Nick Lee, recent graduate of Pennsylvania State University’s Division I wrestling team. (Photo courtesy of Nick Lee)

Chris Bray, a former pitcher for the Baltimore Orioles, and Michael Cleugh, a former Long Beach State University All-American volleyball player and NCAA champion, share similar concerns.

“There’s a comradery, male or female, that you’re going to have in a locker room, so you’re not going to want somebody from the opposite sex in there. That’s going to hamper the way you would normally comport yourself in the locker room,” said Cleugh. “It’d be an uncomfortable, unnatural situation.”

Bray expressed not only how locker rooms are an integral part of the team bonding experience but also shared concerns about women’s safety if exposed to male locker room culture.

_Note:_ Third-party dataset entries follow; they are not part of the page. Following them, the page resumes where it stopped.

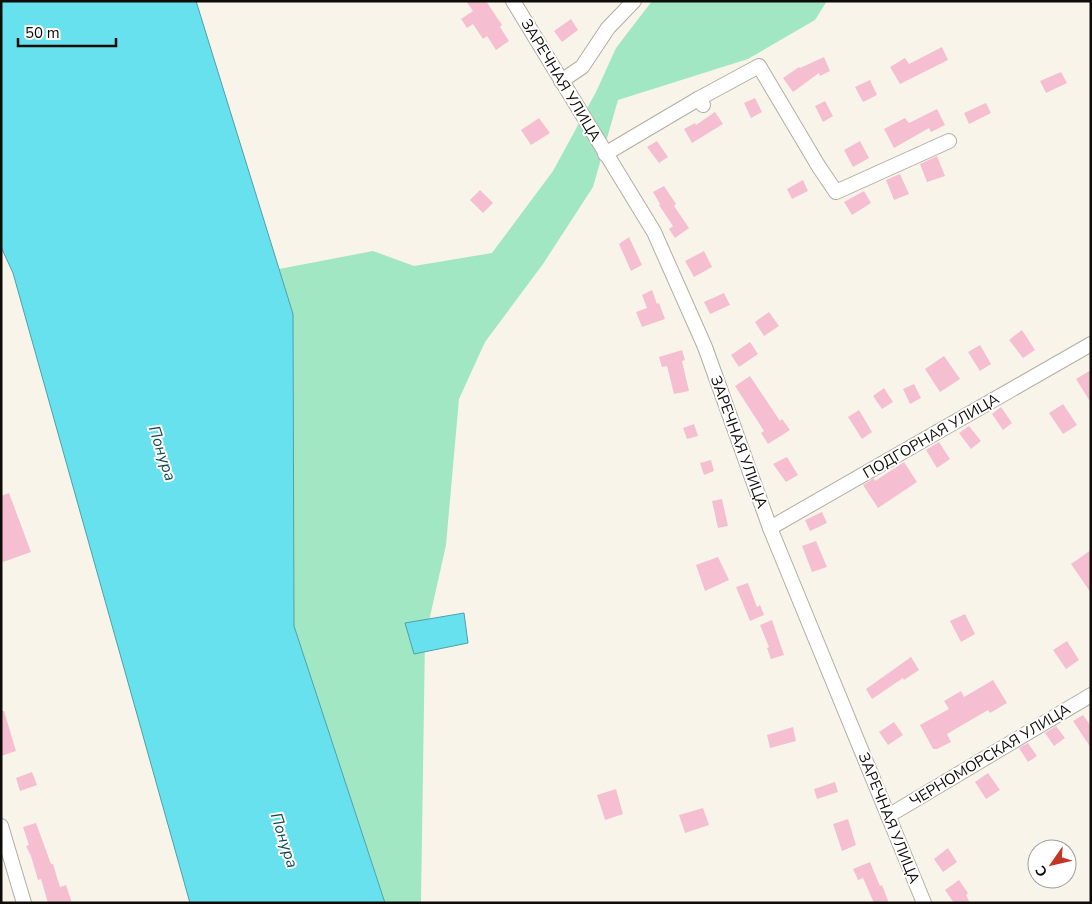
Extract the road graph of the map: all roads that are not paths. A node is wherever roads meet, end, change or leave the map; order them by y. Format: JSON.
{"nodes":[{"id":1,"x":513,"y":1,"type":"edge"},
{"id":2,"x":634,"y":1,"type":"edge"},
{"id":3,"x":561,"y":81,"type":"junction"},
{"id":4,"x":949,"y":141,"type":"dead end"},
{"id":5,"x":605,"y":154,"type":"junction"},
{"id":6,"x":1091,"y":344,"type":"edge"},
{"id":7,"x":770,"y":528,"type":"junction"},
{"id":8,"x":1091,"y":694,"type":"edge"},
{"id":9,"x":888,"y":816,"type":"junction"},
{"id":10,"x":1,"y":826,"type":"edge"},
{"id":11,"x":24,"y":903,"type":"edge"},
{"id":12,"x":924,"y":903,"type":"edge"}],
"edges":[{"from":1,"to":3,"type":"street","name":"ЗАРЕЧНАЯ УЛИЦА"},
{"from":2,"to":3,"type":"street"},
{"from":3,"to":5,"type":"street","name":"ЗАРЕЧНАЯ УЛИЦА"},
{"from":4,"to":5,"type":"street"},
{"from":5,"to":7,"type":"street","name":"ЗАРЕЧНАЯ УЛИЦА"},
{"from":6,"to":7,"type":"street","name":"ПОДГОРНАЯ УЛИЦА"},
{"from":7,"to":9,"type":"street","name":"ЗАРЕЧНАЯ УЛИЦА"},
{"from":8,"to":9,"type":"street","name":"ЧЕРНОМОРСКАЯ УЛИЦА"},
{"from":9,"to":12,"type":"street","name":"ЗАРЕЧНАЯ УЛИЦА"},
{"from":10,"to":11,"type":"street"}]}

“First off, there are 25 guys on a Major League Baseball team, with 25 massive egos. That’s a lot of testosterone floating around that locker room, especially after a game. If you had a good performance, you’re hyped up,” he said. “It’s an open room—even the showers—they’re not stalls. It’s a giant room with 35 shower heads. I couldn’t even imagine putting a female in that situation, or on the flip side of that, putting a guy in a locker room with 25 other women.”

After champion swimmer Riley Gaines said that “trans-identified” competitor Lia Thomas exposed female swimmers to his male genitalia in the women’s locker room, Gaines asserted she felt “gaslit into silence.”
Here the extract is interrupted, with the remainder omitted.